- What you have to do
Count the lines below that hold the string "thumb". Give only that number.

- Material shown
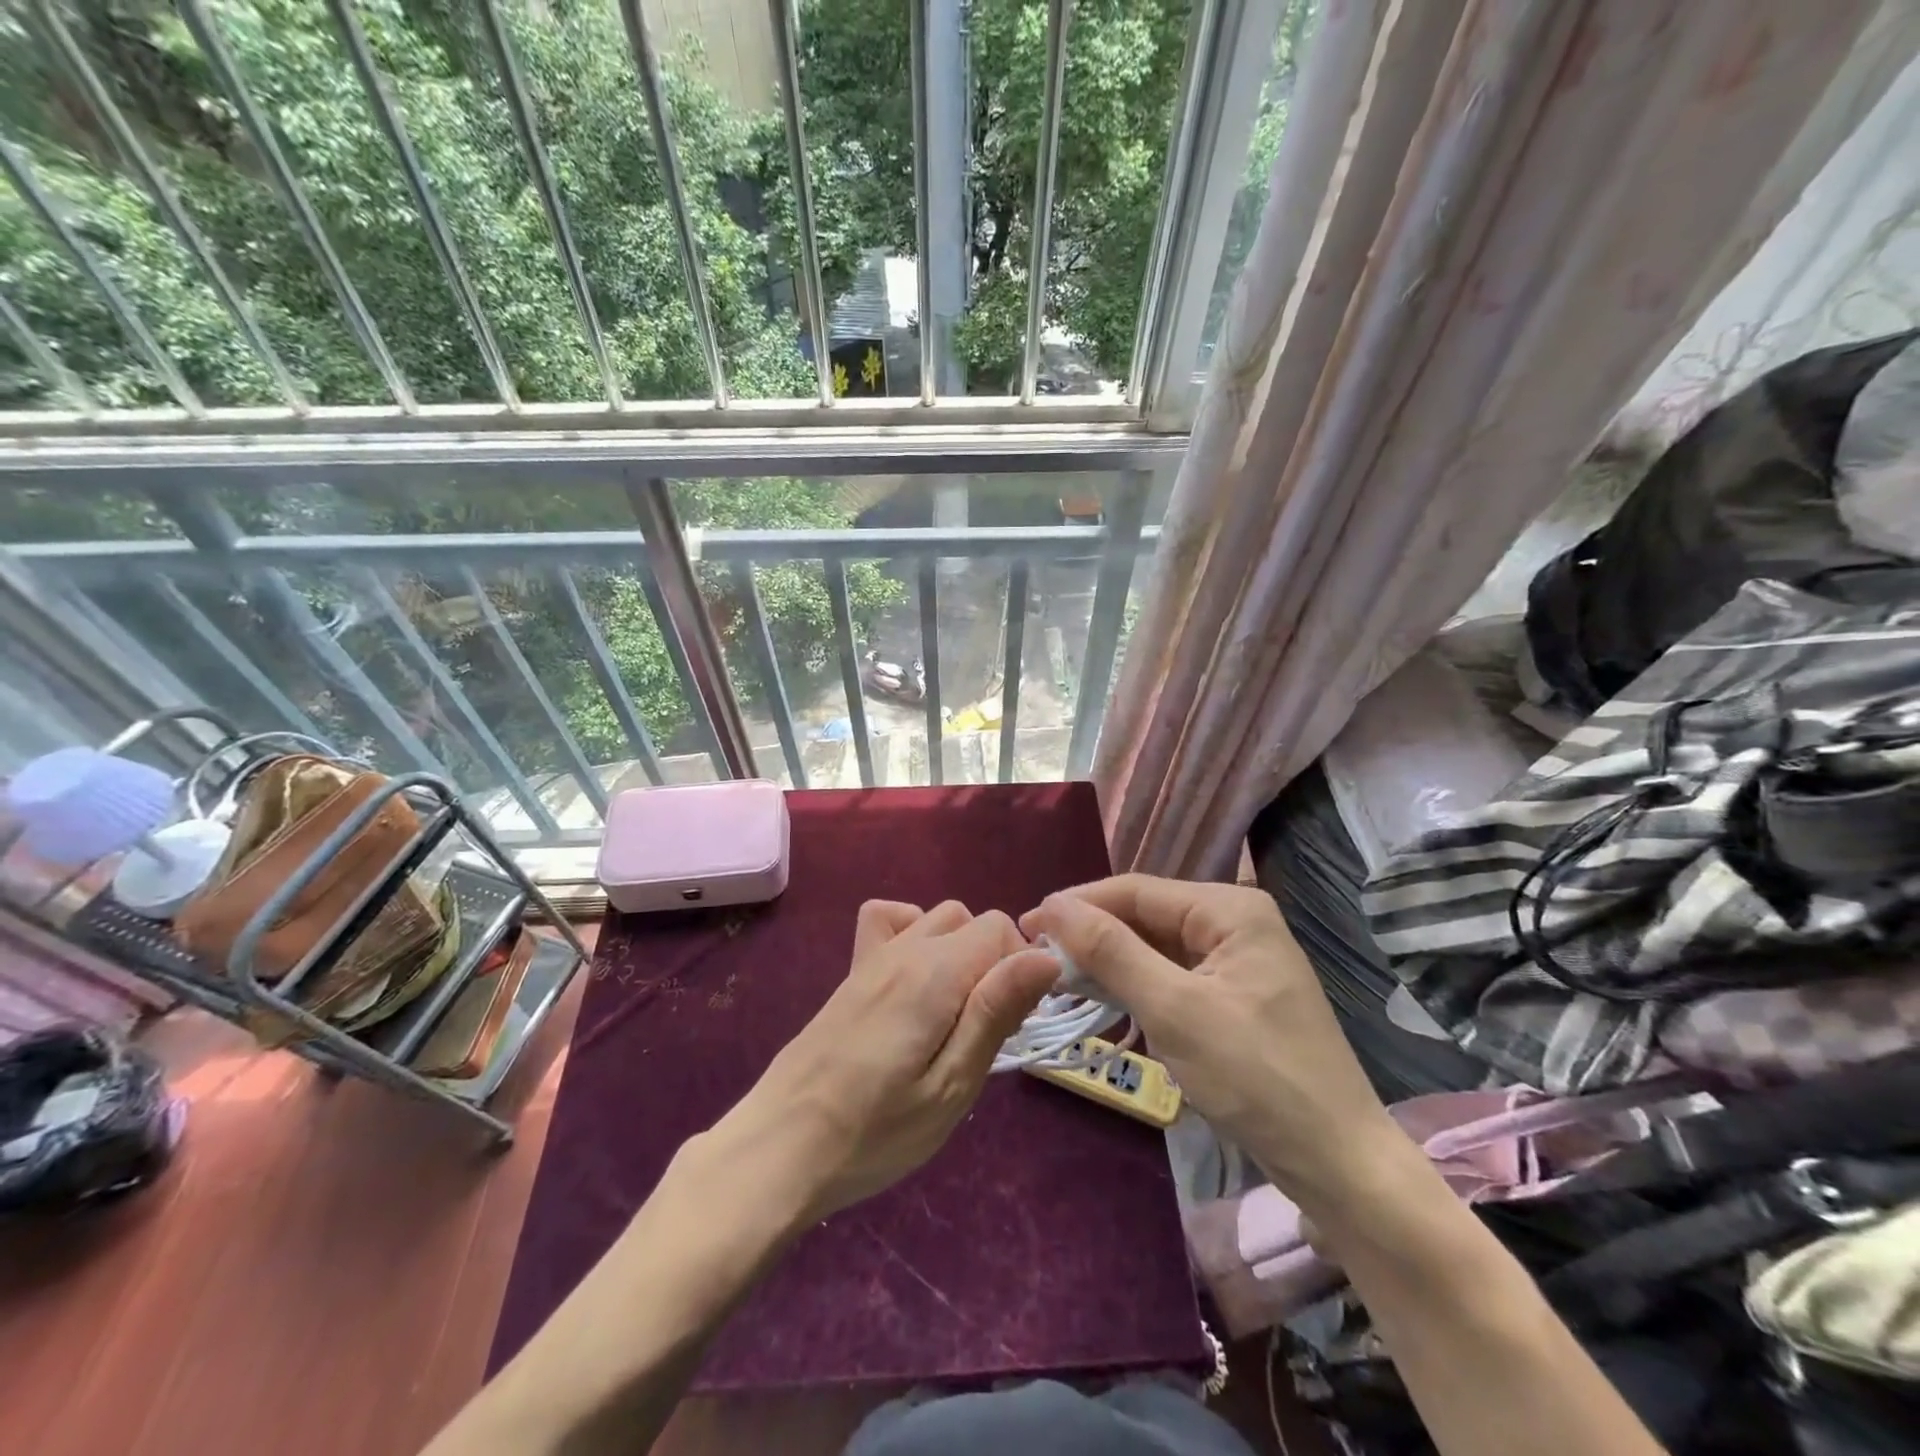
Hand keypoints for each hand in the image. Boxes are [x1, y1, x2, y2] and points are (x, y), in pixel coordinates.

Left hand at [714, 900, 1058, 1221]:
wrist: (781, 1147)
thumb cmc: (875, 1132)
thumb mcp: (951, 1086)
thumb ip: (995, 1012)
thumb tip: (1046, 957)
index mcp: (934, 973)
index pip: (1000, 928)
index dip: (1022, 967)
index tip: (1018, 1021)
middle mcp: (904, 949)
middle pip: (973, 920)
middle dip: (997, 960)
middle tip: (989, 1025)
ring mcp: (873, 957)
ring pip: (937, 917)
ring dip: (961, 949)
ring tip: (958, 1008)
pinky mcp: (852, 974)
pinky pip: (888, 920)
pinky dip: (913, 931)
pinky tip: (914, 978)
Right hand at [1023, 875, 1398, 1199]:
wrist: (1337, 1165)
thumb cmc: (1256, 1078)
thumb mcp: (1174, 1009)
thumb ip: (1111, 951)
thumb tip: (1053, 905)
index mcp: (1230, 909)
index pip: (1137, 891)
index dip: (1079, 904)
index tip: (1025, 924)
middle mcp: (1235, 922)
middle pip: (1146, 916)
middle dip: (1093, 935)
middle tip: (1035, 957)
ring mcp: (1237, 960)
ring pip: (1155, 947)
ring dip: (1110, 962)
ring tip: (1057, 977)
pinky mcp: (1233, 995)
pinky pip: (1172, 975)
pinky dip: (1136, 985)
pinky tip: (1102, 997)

- Result of this task
8